Controversial as benchmarks may be, there's still an audience for them, and the Tegra Note 7 comes in just behind SHIELD - no great surprise, given it has the same processor but half the RAM. The tablet managed 34,875 in AnTuTu and 16,435 in Quadrant, along with 878 in the single-core Geekbench 3 test, and 2,309 in the multi-core test.
NVIDIA's other bit of processing magic with Tegra 4 is in the camera, though we'll have to wait a month until it's unlocked. As of the December update, the tablet's camera will be upgraded to support what the company describes as "Always On High Dynamic Range" (AOHDR) photography: rather than piecing together three (or more) frames of different exposures that were taken in rapid succession, as other cameras do in their HDR mode, the Tegra Note 7 will be able to simultaneously process different exposures.
AOHDR will therefore be able to create an HDR shot in one go, meaning no blurring if you're taking photos of moving objects, and no processing lag. We had a chance to test it on one of NVIDIA's demo devices, and it seemingly works as advertised, pulling out extra detail in brighter and darker parts of the frame, but without the delay we'd normally expect.
The camera itself is controlled by the newly-released Camera Awesome app, ported over from iOS, which supports panoramic photos, has a regular HDR mode until AOHDR arrives, and also supports slo-mo HD video at over 100fps. It's also possible to set different focus and exposure lock points in the frame, together with drawing a rectangle around your subject and have the camera track it as it moves, even if that takes it in and out of the scene.
Image quality is much as you'd expect from a 5-megapixel tablet camera, especially one lacking an LED flash. Shots are reasonable but not exactly suited to blowing up to large sizes, and noise quickly intrudes if things start getting dark. In short, it's worth pulling out your phone instead to snap a photo, though that could change when AOHDR arrives, and we'll revisit the Tegra Note 7's camera at that point.

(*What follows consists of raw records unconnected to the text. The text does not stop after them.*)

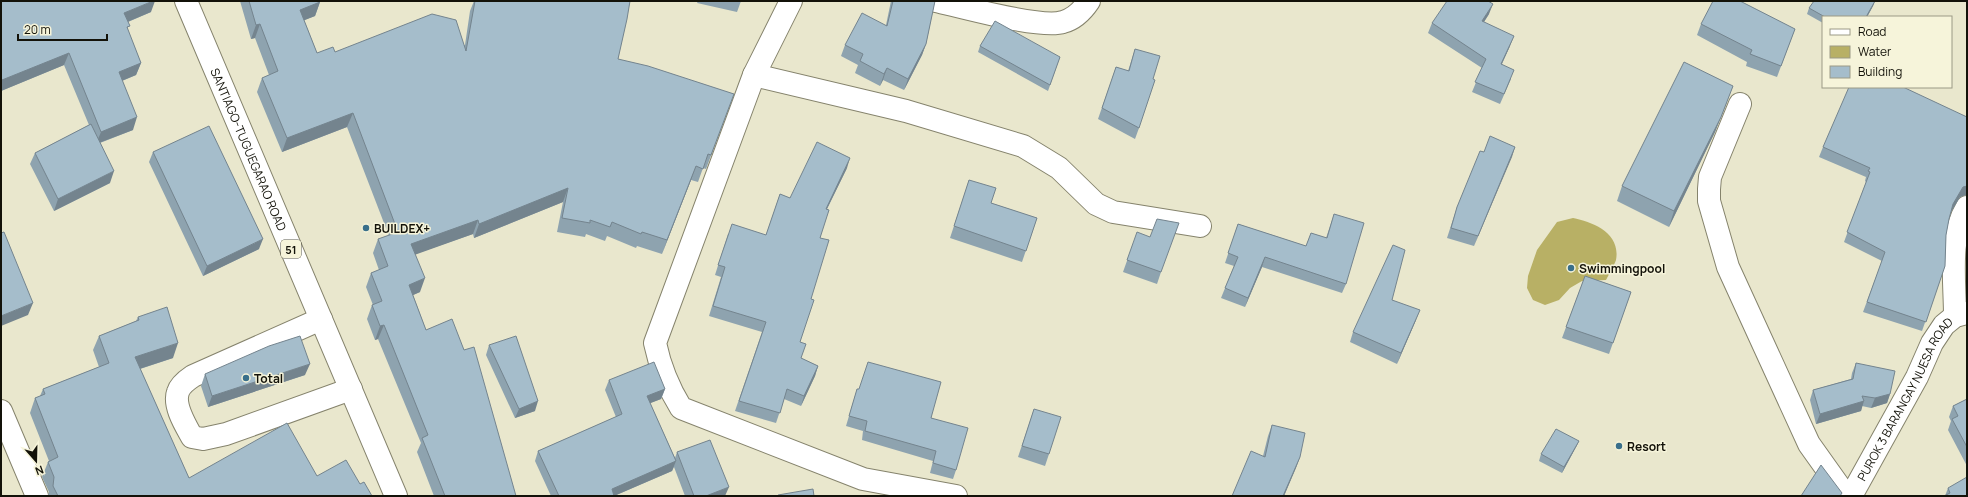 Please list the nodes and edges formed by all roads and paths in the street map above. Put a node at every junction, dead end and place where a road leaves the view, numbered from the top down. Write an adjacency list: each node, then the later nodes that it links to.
1 (186, 1): 10 (main road, SANTIAGO-TUGUEGARAO ROAD / 51)
2 (791, 1): 5 (main road)
3 (936, 1): 4 (main road)
4 (1089, 1)
5 (754, 75): 8 (main road); 15 (main road)
6 (1740, 104): 16 (main road)
7 (1967, 207): 9 (main road)
8 (1200, 226)
9 (1961, 314): 17 (main road, PUROK 3 BARANGAY NUESA ROAD)
10 (321, 319): 11 (main road, SANTIAGO-TUGUEGARAO ROAD / 51); 11 (main road)
11 (351, 389): 14 (main road, SANTIAGO-TUGUEGARAO ROAD / 51)
12 (1, 411): 13 (main road)
13 (37, 496)
14 (396, 496)
15 (956, 496)
16 (1846, 496)
17 (1852, 496) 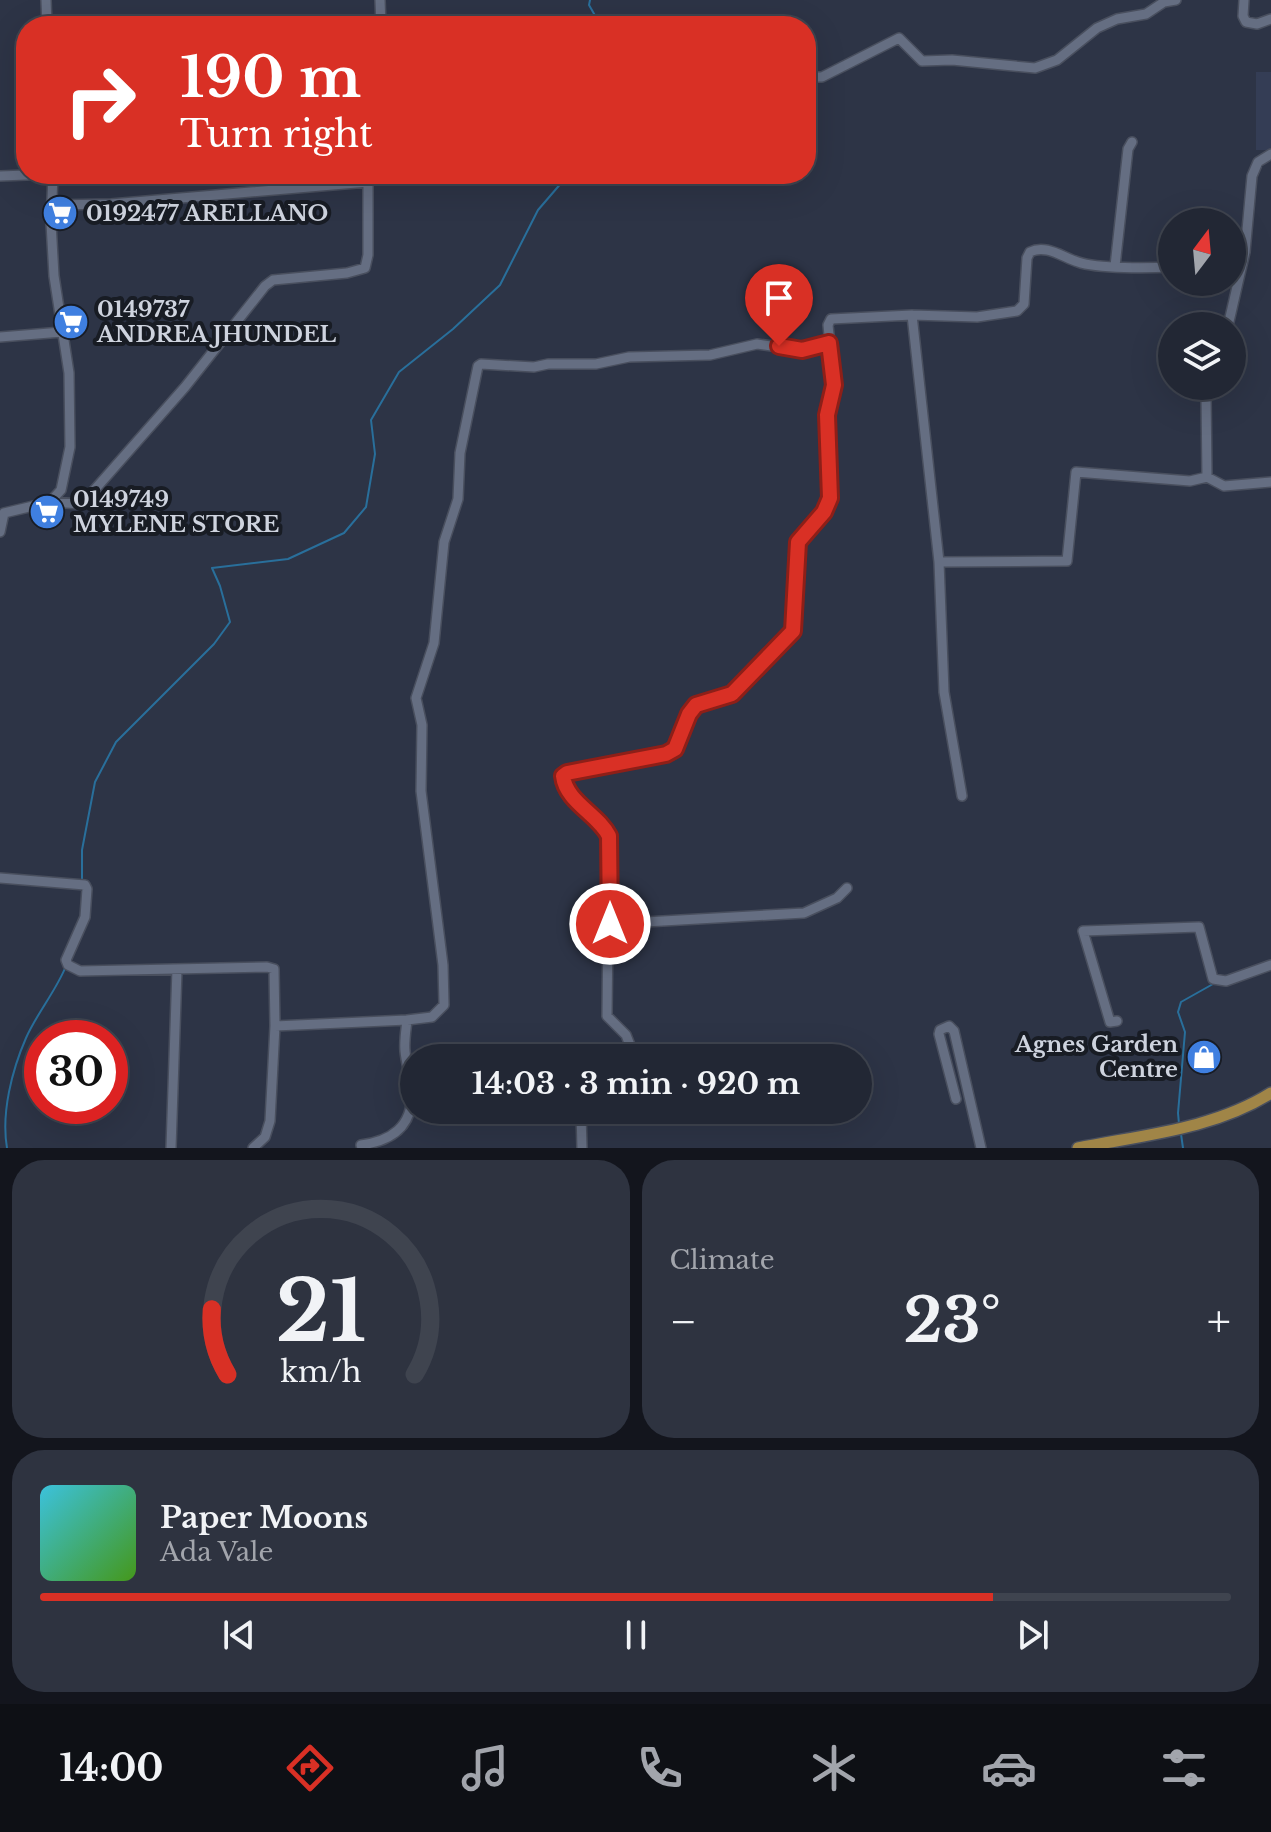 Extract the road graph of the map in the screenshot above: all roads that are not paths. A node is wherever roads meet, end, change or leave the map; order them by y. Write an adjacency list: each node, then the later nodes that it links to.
1 (1176, 0): 4 (street)
2 (1244, 0): 3 (street)
3 (1271, 19)
4 (816, 77)
5 (1132, 142): 12 (street)
6 (1271, 154): 11 (street)
7 (53, 184): 10 (street)
8 (309, 184): 10 (street)
9 (368, 184): 21 (street)
10 (52, 205): 15 (street)
11 (1246, 211)
12 (1115, 266): 13 (street); 14 (street)
13 (1158, 267)
14 (912, 315): 17 (street); 23 (street)
15 (62, 332): 16 (street); 21 (street)
16 (0, 337)
17 (829, 343): 27 (street); 30 (street)
18 (1206, 400): 19 (street)
19 (1207, 477): 20 (street); 23 (street)
20 (1271, 482)
21 (50, 502): 22 (street)
22 (0, 532)
23 (939, 562): 24 (street)
24 (962, 796)
25 (0, 878): 29 (street)
26 (847, 888): 27 (street)
27 (610, 924): 33 (street)
28 (1271, 965): 31 (street)
29 (177, 969): 32 (street); 37 (street)
30 (407, 1020): 32 (street); 39 (street)
31 (1117, 1021)
32 (275, 1026): 38 (street)
33 (630, 1044)
34 (1271, 1093): 42 (main road)
35 (956, 1099): 41 (street)
36 (581, 1124): 40 (street)
37 (171, 1148)
38 (253, 1148)
39 (362, 1148)
40 (582, 1148)
41 (981, 1148)
42 (1078, 1148) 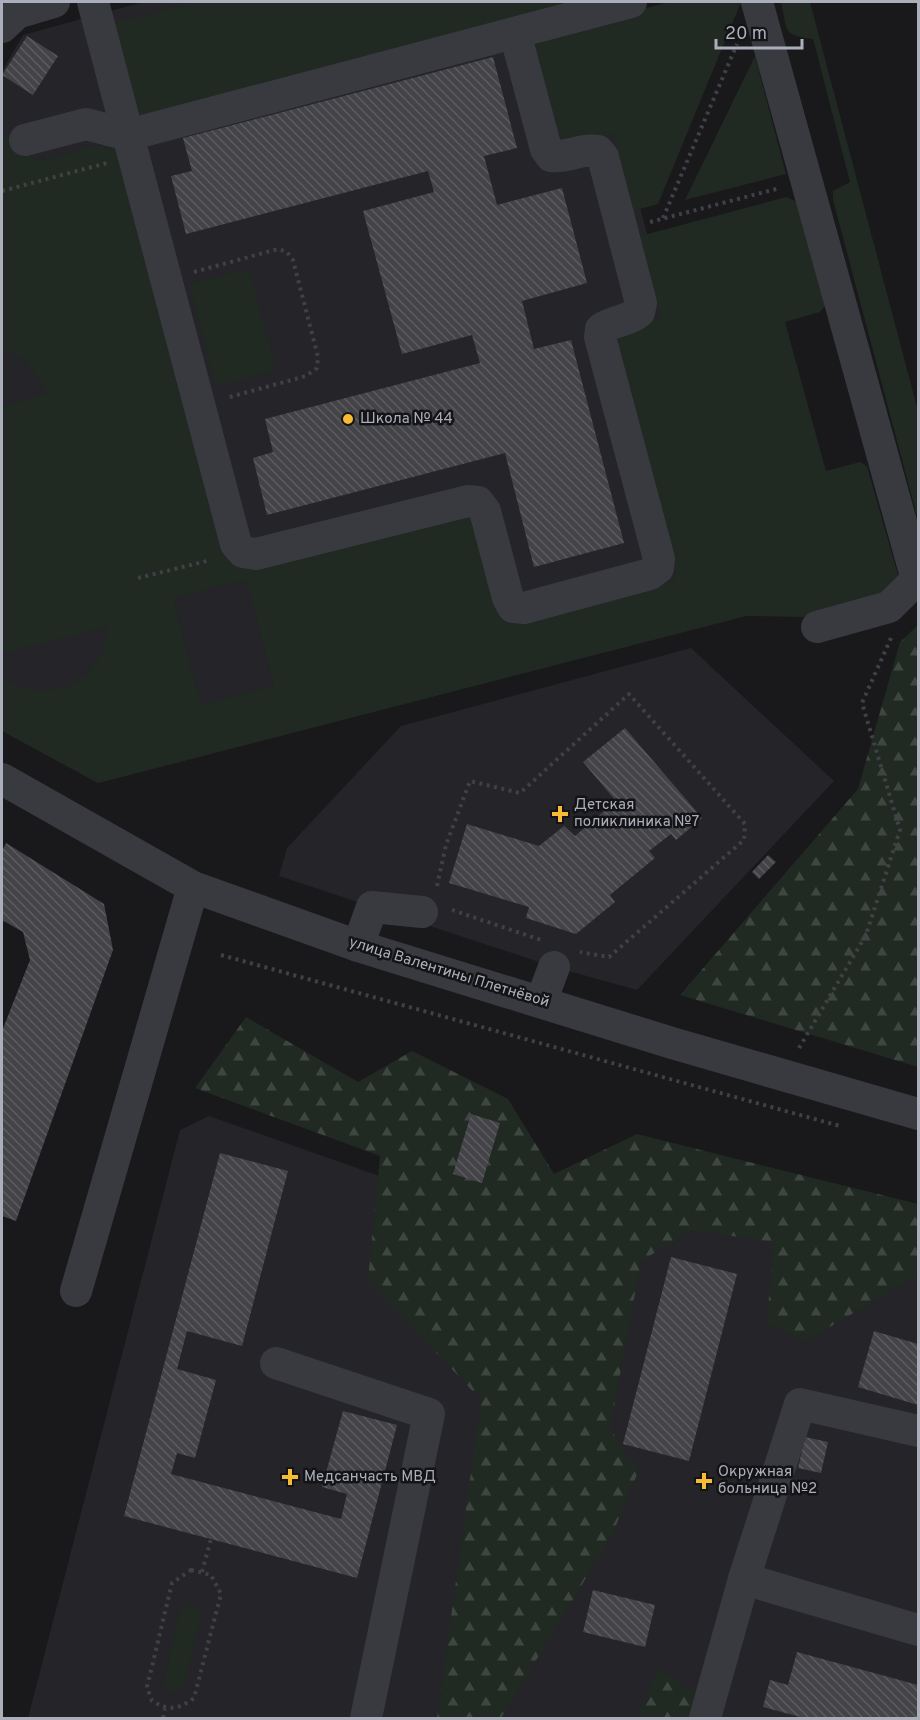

NVIDIA quotes up to 10 hours of HD video playback from the Tegra Note 7's non-user-accessible 15.17 WHr battery. We left WiFi on - complete with push email in the background - and brightness at medium, and were able to get 9 hours and 5 minutes of looped HD video play before the tablet expired.
Given more mixed use, including a combination of browsing, note-taking, Google Maps, some media playback and photography, and a little gaming, we were able to get through a couple of days before reaching for the microUSB charger.
Is the EVGA Tegra Note 7 better than the Galaxy Note 8.0? There's no clear-cut answer to that: the Samsung's active digitizer technology still has the edge over NVIDIA's DirectStylus system when it comes to smoothness of digital ink and such, but the cheaper tablet has narrowed the gap dramatically. That should give any would-be tableteer looking to tote a stylus pause for thought, especially if they also play games.
For every criticism we come up with about NVIDIA and EVGA's slate, we keep remembering the price. It may not have the best design, or the very best display, or the best camera, but it's fast, and has near-untampered Android, and a clever pen system, and it costs just $199. Even if you never use the stylus, you're getting plenty for your money. Google's own Nexus 7 remains our pick for the mainstream, given its higher resolution display, but the EVGA Tegra Note 7 is definitely worth considering if you're into gaming or want to use your tablet for casual note-taking or art work.